Repeat each record exactly, skipping the pictures.

════════════════════

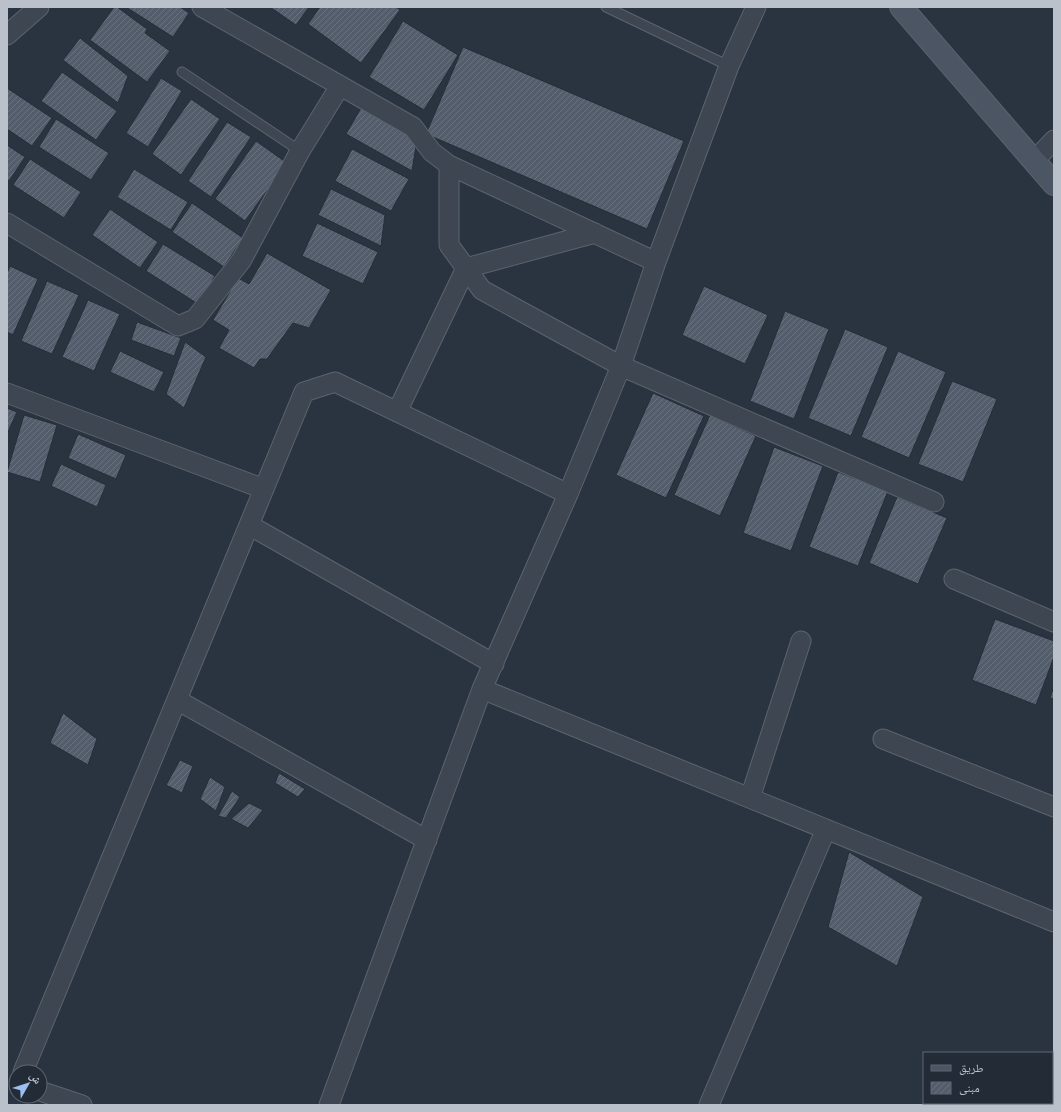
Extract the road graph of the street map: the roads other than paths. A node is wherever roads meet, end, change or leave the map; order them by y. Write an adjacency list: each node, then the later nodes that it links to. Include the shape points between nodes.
1 (39, 7): 6 (street)
2 (202, 7): 9 (street)
3 (606, 7): 7 (lane)
4 (756, 7): 7 (street)
5 (901, 7): 12 (street)
6 (7, 35)
7 (729, 66): 17 (street)
8 (182, 72): 11 (lane)
9 (340, 86): 11 (street); 13 (street, via 413,127 432,152)
10 (1054, 140): 12 (street)
11 (300, 151): 15 (street, via 241,261 196,319 178,326)
12 (1034, 161): 14 (street)
13 (449, 165): 16 (street); 18 (street, via 449,245)
14 (1054, 184)
15 (7, 223)
16 (595, 233): 17 (street); 18 (street)
17 (656, 262): 19 (street)
18 (466, 268): 19 (street, via 482,290); 21 (street)
19 (621, 366): 23 (street); 24 (street)
20 (7, 392): 22 (street)
21 (397, 412): 22 (street, via 335,382 304,392); 23 (street)
22 (264, 489): 25 (street)
23 (568, 494): 29 (street)
24 (934, 502)
25 (249, 525): 29 (street); 31 (street)
26 (954, 579): 27 (street)
27 (1054, 622)
28 (802, 641): 33 (street)
29 (494, 664): 30 (street)
30 (482, 689): 33 (street); 36 (street)
31 (177, 700): 36 (street); 38 (street)
32 (883, 739): 34 (street)
33 (750, 798): 35 (street)
34 (1054, 807)
35 (826, 829): 37 (street); 42 (street)
36 (427, 840): 41 (street)
37 (1054, 922)
38 (26, 1064)
39 (48, 1094): 40 (street)
40 (82, 1105)
41 (329, 1105)
42 (709, 1105)

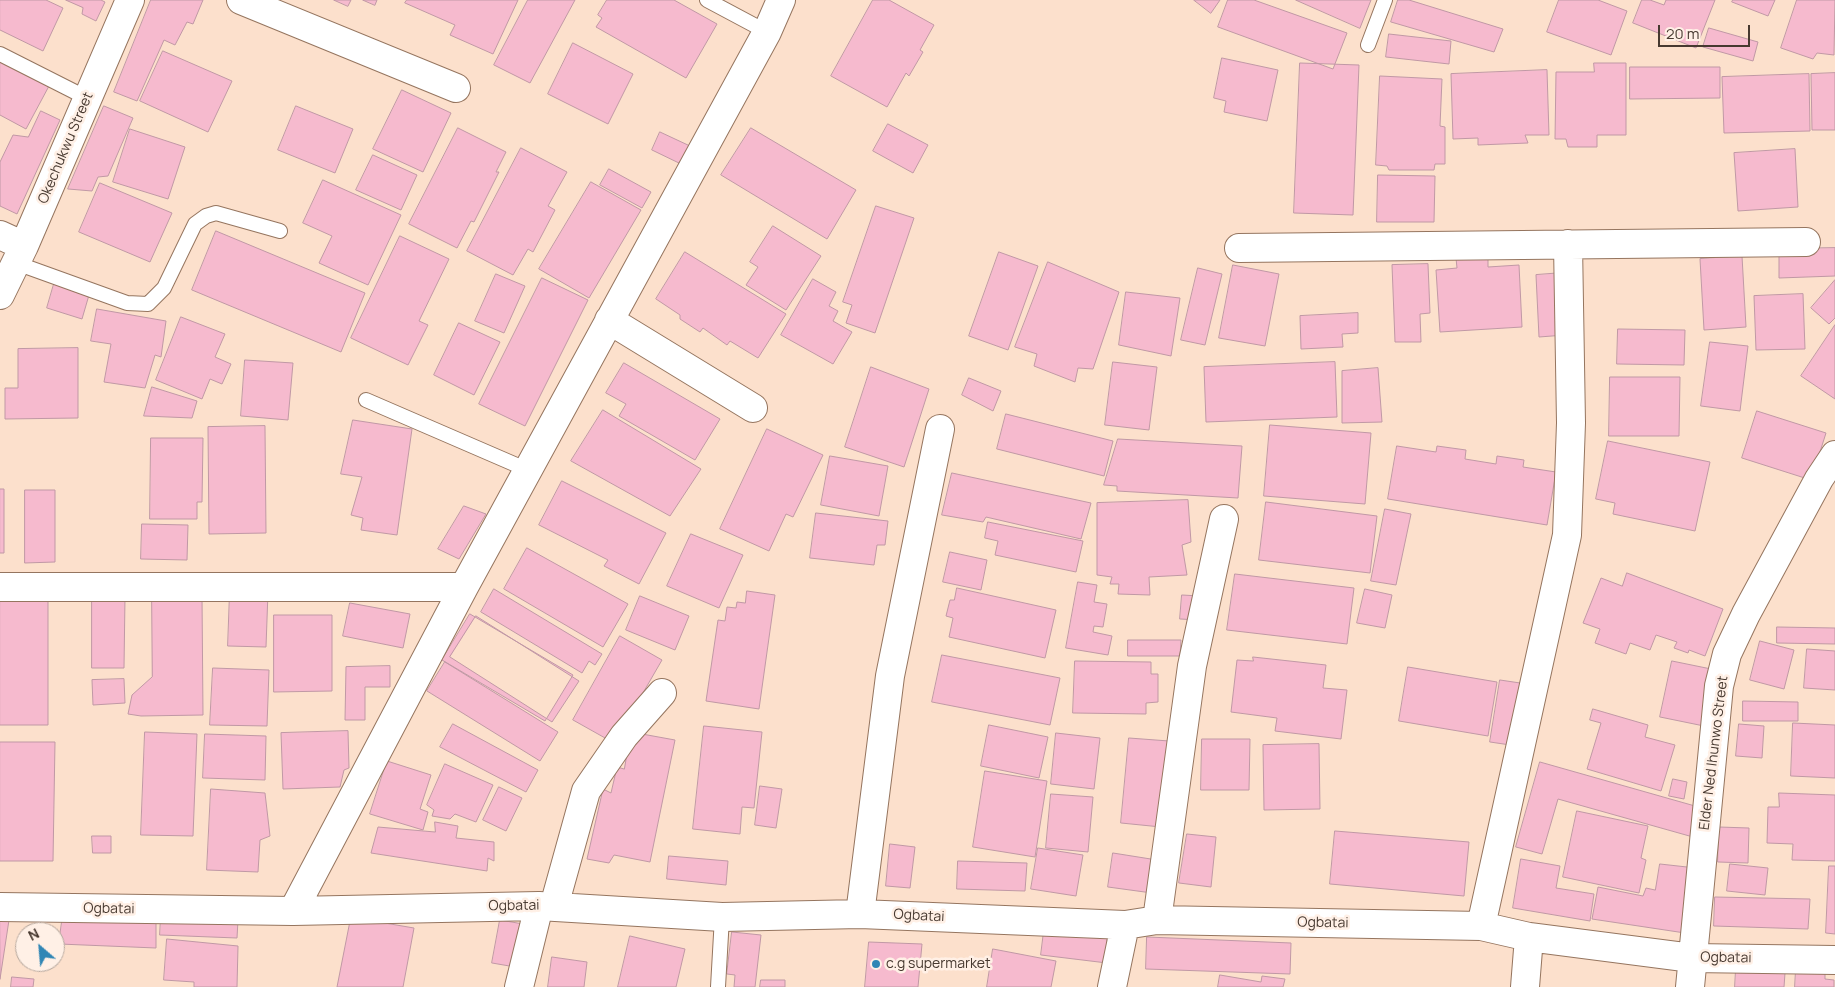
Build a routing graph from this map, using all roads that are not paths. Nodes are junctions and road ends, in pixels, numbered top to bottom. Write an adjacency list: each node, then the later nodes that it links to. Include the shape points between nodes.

════════════════════

→ **Problem solution**
Extract the road graph of the street map: the roads other than paths. A node is wherever roads meet, end, change or leave the map; order them by y. Write an adjacency list: each node, then the later nodes that it links to. Include the shape points between nodes.
1 (39, 7): 6 (street)
2 (202, 7): 9 (street)
3 (606, 7): 7 (lane)
4 (756, 7): 7 (street)
5 (901, 7): 12 (street)
6 (7, 35)
7 (729, 66): 17 (street)
8 (182, 72): 11 (lane)
9 (340, 86): 11 (street); 13 (street, via 413,127 432,152)
10 (1054, 140): 12 (street)
11 (300, 151): 15 (street, via 241,261 196,319 178,326)
12 (1034, 161): 14 (street)
13 (449, 165): 16 (street); 18 (street, via 449,245)
14 (1054, 184)
15 (7, 223)
16 (595, 233): 17 (street); 18 (street)
17 (656, 262): 19 (street)
18 (466, 268): 19 (street, via 482,290); 21 (street)
19 (621, 366): 23 (street); 24 (street)
20 (7, 392): 22 (street)
21 (397, 412): 22 (street, via 335,382 304,392); 23 (street)
22 (264, 489): 25 (street)
23 (568, 494): 29 (street)
24 (934, 502)
25 (249, 525): 29 (street); 31 (street)
26 (954, 579): 27 (street)
27 (1054, 622)
28 (802, 641): 33 (street)
29 (494, 664): 30 (street)
30 (482, 689): 33 (street); 36 (street)
31 (177, 700): 36 (street); 38 (street)
32 (883, 739): 34 (street)
33 (750, 798): 35 (street)
34 (1054, 807)
35 (826, 829): 37 (street); 42 (street)
36 (427, 840): 41 (street)
37 (1054, 922)
38 (26, 1064)
39 (48, 1094): 40 (street)
40 (82, 1105)
41 (329, 1105)
42 (709, 1105)

Build a routing graph from this map, using all roads that are not paths. Nodes are junctions and road ends, in pixels, numbered top to bottom. Write an adjacency list: each node, then the later nodes that it links to. Include the shape points between nodes.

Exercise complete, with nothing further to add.